Cette fin d’année est dédiée au thème des enquêtes photographiques, ou comment “la photographie contribue à développer un autre regard sur l’actualité, l’enquête, l’histoire ou encore un territoire”. La photo est ainsi montrée comme un outil actif au service d’un but informatif, qu’il soit documentaire ou esthétique (et souvent les deux).
“Je suis d’ici”, 2019. (© Bertrand Meunier)
Des statistiques aux histoires personnelles
Une première illustration de la forme que peut prendre l’enquête photographique est présentée dans l’exposition “Réalités données”. Elle regroupe six séries de photographes internationaux·les et d’une graphiste travaillant pour la même agence : Maps. Chaque artiste s’est confronté·e aux données statistiques de la région des Hauts-de-France, “point de départ de leur exploration”, a choisi un sujet selon ces chiffres et en a tiré un projet photographique fort.

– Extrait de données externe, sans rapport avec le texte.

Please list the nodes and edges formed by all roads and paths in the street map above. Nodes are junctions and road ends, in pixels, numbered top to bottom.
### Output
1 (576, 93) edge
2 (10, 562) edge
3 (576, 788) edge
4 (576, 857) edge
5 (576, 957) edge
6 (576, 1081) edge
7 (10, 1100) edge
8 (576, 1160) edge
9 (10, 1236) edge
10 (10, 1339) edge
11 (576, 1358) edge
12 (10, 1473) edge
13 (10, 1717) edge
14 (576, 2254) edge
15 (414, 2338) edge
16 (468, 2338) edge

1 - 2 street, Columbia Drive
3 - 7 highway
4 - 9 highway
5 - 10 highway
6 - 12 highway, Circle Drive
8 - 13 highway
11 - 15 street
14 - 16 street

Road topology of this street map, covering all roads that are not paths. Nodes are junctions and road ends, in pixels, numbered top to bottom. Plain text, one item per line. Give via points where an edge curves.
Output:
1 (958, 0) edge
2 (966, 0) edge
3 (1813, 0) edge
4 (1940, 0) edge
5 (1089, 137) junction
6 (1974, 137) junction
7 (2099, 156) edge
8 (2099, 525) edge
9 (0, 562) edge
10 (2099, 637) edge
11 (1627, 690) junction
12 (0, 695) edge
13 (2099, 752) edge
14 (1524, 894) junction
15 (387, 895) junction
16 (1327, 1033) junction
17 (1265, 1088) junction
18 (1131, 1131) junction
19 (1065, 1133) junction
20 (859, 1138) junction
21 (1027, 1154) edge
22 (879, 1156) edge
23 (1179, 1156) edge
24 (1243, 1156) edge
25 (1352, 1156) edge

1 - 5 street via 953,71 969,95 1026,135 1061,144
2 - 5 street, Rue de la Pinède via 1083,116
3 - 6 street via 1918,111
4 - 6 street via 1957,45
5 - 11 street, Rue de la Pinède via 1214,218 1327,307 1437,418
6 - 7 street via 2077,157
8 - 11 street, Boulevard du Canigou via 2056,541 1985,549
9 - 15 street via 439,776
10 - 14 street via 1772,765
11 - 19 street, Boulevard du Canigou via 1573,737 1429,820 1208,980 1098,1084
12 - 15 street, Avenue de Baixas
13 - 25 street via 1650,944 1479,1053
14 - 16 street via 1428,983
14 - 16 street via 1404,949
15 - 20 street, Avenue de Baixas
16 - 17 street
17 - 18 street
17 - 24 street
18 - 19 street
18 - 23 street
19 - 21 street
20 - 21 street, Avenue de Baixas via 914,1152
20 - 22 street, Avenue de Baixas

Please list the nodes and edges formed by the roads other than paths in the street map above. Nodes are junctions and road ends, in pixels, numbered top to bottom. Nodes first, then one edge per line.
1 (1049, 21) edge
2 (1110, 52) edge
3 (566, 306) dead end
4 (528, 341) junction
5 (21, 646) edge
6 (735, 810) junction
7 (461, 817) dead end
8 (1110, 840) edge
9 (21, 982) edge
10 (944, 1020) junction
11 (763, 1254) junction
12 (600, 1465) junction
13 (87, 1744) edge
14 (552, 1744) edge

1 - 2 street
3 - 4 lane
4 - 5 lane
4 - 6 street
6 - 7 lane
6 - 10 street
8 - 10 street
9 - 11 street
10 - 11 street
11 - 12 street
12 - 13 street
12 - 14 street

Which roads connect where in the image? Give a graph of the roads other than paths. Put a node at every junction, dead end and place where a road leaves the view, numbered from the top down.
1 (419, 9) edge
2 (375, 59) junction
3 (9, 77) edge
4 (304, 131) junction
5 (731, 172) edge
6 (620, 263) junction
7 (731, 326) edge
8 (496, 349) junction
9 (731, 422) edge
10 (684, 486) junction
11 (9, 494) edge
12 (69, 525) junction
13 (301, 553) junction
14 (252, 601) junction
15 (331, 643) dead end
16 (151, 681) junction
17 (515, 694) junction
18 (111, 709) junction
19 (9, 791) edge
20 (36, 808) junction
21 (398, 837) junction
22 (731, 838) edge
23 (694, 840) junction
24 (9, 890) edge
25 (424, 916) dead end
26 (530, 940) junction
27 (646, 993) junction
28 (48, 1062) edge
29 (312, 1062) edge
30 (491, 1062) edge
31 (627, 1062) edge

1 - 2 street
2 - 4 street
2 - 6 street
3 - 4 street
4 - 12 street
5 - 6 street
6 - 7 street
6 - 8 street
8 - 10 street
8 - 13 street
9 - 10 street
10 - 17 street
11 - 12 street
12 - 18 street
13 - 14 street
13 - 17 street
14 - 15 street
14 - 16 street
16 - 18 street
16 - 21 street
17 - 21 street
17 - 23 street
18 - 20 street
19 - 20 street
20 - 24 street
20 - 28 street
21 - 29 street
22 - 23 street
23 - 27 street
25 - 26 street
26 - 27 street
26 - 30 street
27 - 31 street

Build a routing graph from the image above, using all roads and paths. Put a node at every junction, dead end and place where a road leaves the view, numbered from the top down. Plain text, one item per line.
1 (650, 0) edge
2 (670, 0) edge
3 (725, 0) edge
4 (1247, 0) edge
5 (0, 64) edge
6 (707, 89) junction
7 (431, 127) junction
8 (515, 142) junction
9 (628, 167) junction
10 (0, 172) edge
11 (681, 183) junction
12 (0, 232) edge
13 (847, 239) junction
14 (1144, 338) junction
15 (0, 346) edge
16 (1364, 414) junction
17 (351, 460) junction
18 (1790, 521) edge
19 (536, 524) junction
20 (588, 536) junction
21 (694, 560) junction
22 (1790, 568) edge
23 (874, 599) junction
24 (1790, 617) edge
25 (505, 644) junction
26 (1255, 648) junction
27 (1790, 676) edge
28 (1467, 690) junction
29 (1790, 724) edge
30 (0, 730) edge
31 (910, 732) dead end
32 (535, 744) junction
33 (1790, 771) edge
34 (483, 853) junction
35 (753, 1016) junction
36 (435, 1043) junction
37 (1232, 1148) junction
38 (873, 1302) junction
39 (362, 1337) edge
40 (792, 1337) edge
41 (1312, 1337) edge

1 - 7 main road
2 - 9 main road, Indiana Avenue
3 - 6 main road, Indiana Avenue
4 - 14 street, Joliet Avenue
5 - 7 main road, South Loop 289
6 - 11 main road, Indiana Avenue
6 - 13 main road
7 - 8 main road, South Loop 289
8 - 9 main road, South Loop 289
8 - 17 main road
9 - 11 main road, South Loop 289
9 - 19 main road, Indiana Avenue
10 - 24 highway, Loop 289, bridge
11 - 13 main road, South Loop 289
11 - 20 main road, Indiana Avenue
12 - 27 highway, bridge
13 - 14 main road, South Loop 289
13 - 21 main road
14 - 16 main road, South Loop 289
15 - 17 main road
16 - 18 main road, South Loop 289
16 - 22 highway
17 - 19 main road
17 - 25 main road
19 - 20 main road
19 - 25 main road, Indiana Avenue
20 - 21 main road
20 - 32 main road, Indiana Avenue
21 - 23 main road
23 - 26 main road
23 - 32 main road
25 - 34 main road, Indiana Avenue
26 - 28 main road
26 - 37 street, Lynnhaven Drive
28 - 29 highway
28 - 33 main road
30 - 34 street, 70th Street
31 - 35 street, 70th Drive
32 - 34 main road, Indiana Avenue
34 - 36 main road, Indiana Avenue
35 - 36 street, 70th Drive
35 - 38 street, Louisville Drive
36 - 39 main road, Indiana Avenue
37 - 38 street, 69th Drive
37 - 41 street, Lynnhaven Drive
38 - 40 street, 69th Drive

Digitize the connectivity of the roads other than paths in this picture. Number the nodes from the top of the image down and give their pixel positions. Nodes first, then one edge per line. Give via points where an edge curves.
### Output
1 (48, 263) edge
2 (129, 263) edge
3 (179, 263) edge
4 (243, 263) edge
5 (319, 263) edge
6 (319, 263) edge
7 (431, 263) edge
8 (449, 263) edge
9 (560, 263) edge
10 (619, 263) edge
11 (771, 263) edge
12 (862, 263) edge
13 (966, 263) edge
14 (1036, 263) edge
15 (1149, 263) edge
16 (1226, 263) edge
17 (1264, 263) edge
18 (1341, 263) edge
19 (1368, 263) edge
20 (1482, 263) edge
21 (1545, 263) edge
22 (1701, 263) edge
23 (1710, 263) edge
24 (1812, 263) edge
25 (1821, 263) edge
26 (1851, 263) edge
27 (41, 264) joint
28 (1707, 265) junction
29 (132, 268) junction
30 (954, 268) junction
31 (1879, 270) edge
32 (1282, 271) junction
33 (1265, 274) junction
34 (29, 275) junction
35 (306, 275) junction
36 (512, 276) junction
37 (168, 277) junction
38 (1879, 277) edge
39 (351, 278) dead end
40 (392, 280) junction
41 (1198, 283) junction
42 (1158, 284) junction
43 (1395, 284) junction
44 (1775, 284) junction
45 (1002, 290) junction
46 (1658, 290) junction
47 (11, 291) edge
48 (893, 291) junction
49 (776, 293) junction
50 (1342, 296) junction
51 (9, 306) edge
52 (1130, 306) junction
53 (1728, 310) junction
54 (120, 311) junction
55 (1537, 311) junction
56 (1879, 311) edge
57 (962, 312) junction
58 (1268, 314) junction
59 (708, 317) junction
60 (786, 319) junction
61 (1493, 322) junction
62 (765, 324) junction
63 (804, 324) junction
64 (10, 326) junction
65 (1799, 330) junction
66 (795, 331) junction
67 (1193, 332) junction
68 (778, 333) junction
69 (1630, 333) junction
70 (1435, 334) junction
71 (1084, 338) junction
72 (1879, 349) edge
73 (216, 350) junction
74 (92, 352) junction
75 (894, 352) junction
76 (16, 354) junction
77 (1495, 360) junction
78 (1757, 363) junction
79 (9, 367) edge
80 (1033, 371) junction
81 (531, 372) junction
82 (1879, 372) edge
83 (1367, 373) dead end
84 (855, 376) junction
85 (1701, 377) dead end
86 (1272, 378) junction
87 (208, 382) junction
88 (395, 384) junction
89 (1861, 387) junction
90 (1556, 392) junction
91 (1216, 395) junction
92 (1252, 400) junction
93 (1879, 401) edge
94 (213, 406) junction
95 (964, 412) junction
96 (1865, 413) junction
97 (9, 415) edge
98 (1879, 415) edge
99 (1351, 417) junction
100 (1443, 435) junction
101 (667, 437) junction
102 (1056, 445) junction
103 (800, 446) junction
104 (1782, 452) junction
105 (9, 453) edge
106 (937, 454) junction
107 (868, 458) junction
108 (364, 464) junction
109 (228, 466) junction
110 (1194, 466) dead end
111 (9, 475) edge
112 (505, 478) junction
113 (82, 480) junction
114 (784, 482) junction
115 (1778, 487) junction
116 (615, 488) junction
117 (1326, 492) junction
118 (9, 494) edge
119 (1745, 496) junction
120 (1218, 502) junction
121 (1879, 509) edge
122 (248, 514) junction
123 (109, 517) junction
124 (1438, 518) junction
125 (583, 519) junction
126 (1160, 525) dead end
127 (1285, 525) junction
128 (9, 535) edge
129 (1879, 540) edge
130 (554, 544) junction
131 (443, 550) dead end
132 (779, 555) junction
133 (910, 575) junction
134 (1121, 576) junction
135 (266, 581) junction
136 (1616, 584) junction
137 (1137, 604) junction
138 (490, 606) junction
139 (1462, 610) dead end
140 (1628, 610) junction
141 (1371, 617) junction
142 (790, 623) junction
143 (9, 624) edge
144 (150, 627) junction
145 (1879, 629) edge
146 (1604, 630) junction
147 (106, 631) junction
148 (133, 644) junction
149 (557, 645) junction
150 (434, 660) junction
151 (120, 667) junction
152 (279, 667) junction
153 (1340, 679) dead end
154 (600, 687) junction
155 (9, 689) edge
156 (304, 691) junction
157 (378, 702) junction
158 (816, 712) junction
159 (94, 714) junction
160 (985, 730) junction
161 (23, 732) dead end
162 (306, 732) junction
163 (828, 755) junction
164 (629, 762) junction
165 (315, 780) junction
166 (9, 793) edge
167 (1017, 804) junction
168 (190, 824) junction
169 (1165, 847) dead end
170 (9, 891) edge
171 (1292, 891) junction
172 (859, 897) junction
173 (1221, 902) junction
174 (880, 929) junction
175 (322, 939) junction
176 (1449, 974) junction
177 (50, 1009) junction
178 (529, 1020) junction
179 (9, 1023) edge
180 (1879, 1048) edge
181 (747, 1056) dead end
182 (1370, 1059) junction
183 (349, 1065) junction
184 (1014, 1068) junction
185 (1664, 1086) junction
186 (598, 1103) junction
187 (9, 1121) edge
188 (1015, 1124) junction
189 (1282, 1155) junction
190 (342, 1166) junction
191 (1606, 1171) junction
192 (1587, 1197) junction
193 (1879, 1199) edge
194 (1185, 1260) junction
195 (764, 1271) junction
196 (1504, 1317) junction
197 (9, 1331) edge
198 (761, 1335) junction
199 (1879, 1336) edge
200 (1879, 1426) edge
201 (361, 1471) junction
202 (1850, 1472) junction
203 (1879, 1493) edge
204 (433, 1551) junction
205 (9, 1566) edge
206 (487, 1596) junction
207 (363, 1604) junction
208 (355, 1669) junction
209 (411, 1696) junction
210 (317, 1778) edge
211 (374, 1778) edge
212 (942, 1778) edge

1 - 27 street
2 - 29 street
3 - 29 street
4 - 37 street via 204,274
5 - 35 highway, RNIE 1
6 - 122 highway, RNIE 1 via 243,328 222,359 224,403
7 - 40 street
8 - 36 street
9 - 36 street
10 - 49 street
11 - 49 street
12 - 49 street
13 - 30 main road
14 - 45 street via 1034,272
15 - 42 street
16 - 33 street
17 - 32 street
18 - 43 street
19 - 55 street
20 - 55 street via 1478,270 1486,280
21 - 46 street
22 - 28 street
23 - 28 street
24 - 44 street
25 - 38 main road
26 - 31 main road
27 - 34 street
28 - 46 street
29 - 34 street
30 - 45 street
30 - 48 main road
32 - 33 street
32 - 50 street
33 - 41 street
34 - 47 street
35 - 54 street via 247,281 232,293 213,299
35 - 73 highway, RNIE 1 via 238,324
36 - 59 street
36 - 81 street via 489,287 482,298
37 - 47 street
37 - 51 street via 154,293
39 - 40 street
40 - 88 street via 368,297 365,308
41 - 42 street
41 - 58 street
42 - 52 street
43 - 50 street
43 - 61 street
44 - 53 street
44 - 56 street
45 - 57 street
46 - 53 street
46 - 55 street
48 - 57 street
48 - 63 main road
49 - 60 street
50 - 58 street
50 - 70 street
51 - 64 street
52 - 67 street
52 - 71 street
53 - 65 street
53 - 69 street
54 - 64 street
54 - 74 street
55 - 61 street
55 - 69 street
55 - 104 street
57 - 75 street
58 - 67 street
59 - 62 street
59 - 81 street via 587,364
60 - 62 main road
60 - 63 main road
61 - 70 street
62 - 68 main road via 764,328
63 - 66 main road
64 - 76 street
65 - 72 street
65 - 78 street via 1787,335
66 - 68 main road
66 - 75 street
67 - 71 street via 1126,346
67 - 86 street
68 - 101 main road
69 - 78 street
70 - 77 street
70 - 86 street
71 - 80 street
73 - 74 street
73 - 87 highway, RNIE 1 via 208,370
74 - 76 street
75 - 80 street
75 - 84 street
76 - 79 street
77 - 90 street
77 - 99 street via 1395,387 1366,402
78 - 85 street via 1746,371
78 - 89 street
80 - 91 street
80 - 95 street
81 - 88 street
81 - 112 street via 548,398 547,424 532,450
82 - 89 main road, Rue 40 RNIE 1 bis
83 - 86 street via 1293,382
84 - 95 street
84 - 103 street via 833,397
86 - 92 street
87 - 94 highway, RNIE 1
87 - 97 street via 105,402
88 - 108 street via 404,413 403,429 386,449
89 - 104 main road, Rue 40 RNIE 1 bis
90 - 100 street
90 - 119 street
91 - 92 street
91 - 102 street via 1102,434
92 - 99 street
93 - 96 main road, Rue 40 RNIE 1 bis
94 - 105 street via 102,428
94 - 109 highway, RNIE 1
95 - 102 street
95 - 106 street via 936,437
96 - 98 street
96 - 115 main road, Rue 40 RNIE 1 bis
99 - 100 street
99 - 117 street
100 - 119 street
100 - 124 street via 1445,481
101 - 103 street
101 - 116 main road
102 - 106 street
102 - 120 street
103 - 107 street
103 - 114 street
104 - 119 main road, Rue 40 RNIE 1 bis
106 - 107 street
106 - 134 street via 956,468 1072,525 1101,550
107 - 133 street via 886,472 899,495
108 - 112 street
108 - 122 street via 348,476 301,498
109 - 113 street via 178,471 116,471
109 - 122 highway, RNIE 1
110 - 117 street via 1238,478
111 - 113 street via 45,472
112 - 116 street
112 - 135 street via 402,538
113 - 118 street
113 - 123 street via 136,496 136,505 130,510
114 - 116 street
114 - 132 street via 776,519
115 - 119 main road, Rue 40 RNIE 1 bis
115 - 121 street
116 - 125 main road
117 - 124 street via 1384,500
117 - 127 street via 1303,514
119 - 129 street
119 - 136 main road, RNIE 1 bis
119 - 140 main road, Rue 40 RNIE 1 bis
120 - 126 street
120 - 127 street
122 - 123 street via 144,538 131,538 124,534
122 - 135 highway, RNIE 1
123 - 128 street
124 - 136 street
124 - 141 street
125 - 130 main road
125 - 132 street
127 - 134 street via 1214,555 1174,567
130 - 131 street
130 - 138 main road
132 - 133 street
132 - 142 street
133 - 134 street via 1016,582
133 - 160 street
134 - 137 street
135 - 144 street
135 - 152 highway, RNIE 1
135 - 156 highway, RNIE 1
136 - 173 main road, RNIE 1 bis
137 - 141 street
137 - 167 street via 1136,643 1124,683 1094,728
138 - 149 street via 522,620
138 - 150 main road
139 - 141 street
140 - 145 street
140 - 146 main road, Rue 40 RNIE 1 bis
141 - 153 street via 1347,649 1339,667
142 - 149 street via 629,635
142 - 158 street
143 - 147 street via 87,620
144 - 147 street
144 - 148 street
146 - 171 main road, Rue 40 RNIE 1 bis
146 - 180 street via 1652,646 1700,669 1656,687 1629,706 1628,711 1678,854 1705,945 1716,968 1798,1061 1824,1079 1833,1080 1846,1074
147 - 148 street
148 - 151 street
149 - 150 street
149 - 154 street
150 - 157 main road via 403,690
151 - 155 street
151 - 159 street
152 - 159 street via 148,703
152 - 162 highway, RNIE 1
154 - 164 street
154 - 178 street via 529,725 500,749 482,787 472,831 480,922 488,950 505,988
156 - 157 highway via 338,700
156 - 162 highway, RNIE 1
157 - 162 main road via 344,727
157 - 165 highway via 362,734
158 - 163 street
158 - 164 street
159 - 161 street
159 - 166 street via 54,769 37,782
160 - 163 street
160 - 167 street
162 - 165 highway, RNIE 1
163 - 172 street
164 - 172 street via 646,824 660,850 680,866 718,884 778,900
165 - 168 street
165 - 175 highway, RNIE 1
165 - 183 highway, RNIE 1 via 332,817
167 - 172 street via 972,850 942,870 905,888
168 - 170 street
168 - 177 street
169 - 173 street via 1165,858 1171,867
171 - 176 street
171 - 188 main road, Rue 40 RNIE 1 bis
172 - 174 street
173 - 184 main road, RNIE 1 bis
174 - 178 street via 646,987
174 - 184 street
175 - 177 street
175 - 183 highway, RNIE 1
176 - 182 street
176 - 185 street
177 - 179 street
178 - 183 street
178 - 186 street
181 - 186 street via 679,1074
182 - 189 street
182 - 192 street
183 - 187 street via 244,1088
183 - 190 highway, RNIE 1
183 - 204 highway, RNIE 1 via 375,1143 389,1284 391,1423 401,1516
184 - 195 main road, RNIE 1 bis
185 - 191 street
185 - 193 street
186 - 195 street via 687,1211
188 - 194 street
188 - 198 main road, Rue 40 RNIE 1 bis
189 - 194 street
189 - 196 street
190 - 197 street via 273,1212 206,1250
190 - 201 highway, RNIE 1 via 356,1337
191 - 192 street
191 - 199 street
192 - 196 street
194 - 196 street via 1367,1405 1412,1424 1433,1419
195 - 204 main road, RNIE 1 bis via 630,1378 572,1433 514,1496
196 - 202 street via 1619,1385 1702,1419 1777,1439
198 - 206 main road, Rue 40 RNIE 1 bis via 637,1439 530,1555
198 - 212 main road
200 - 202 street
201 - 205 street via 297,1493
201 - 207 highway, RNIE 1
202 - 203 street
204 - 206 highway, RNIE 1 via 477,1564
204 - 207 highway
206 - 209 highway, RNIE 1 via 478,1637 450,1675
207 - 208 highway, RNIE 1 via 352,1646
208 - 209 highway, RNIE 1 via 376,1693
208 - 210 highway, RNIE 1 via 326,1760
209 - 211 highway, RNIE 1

Les séries ont été pensées selon les parcours de chacun·e, main dans la main avec les personnes rencontrées le temps de leur enquête, lors d’ateliers créatifs. La photographe russe Elena Anosova a par exemple décidé de s’intéresser à une équipe de football adaptée. Impressionnée par le “plaisir de jouer ensemble” de ces hommes et ces femmes handicapé·e·s, elle les a photographié·e·s sur le terrain et leur a proposé de se placer derrière l’appareil afin d’immortaliser leur quotidien.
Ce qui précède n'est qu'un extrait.